How long ago did it mature? I would get down there and sort it out.

I know CBA give you 1 week from the date of maturity to do something else with the money with no obligation to continue the term deposit.

I was a little unhappy because last month similar happened to me. For some reason online TD moved to in branch TD so I needed to exercise and sort it out in person. Mine was under $10,000 so 2-3 days after maturity I went down in person and sorted it out (put a little more in to get it above $10,000 and eligble for better rates) and the next day they increased their rates by 0.3%.


----------



## schnootle (8 September 2009)

boofhead said:


> Wouldn't happen to be CBA? I know they offer that rate for TD under $10,000.
> 
> How long ago did it mature? I would get down there and sort it out.




Na its BankSA. I fixed it up, put into UBank at 5.11%, best bank interest i think.


----------



## GumbyLearner (8 September 2009)

prawn_86 said:


> Define 'fair'.
> 
> Its no different to any other business. Do you expect all cars should have a 'fair' price? Its a product/service, therefore they can give whatever rate they want if people are willing to take it up. Most people just dont care or cant be bothereed changing, hence why they 'get away' with it.
> 
> If you dont like it you could buy shares in the bank then it would be profit to you




The Fair Trading Act (States) and Trade Practices Act (Federal) are worth reading with regard to the conduct of banks/businesses. 

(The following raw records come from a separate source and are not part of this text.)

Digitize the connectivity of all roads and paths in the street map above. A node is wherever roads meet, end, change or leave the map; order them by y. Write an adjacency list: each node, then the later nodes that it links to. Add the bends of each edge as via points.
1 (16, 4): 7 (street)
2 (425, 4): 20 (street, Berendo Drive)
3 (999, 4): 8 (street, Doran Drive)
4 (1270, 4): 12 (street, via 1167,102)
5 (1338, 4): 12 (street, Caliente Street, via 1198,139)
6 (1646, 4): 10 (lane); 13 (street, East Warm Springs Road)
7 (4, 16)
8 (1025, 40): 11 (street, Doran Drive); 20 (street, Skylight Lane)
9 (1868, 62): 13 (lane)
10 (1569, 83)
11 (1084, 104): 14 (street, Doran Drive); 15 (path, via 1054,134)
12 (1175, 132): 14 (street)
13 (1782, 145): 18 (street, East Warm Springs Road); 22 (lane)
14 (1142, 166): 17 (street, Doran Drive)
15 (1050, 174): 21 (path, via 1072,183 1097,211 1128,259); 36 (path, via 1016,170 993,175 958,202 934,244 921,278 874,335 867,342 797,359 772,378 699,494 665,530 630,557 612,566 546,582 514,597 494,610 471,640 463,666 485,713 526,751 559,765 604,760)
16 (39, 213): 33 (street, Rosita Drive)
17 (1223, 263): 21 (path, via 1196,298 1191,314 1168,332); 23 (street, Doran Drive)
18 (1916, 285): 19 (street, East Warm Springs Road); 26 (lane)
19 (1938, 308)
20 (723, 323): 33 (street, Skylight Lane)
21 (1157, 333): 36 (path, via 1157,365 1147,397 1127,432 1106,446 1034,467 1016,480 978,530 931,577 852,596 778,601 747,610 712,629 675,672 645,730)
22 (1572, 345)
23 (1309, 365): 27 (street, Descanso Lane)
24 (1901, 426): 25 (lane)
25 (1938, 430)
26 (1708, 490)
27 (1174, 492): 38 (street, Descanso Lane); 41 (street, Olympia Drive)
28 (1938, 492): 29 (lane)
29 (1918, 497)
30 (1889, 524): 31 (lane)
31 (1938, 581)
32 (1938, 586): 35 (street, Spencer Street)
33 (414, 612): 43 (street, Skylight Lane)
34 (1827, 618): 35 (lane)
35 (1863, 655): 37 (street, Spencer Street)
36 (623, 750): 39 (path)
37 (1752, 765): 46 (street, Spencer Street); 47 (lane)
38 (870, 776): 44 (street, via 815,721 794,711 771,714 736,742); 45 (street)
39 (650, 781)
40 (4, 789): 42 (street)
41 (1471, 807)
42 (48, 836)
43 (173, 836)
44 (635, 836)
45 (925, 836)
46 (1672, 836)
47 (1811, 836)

But as prawn mentioned buying shares is also an option.


----------



## MrBurns (8 September 2009)

Unless you call the bank and demand some respect they give you the "default" rate of F#$%k all.

I have this argument with the NAB every maturity date they are deceptive liars and cheats and rip off thousands of unsuspecting depositors every day.


----------



## So_Cynical (8 September 2009)

schnootle said:


> Banks are sneaky f**ckers. A term deposit of mine matured today, a week ago i went into a bank and filled in a form saying that i didn't want to continue at the end - today they rolled it over at 1.5% - yes 1.5%.
> 
> Stopping the account is an easy fix, but my question is - is offering this kind of rate at all acceptable?.




Acceptable?...its a bank, there there to rob u blind and take advantage of u at every opportunity....that's how they work, all these little gotchas like overdrawn fees, late fees, BPAY dispute fees, currency conversion fees etc are all part of the business of modern banking.


----------



## jono1887 (8 September 2009)

MrBurns said:


> Unless you call the bank and demand some respect they give you the "default" rate of F#$%k all.
> 
> I have this argument with the NAB every maturity date they are deceptive liars and cheats and rip off thousands of unsuspecting depositors every day.




do you really think a bank you pay you more than they have to?


----------



## Julia (8 September 2009)

ANZ are the best I've found in this respect.  Send a letter a couple of weeks prior to date of maturing suggesting you consult them for current TD rates.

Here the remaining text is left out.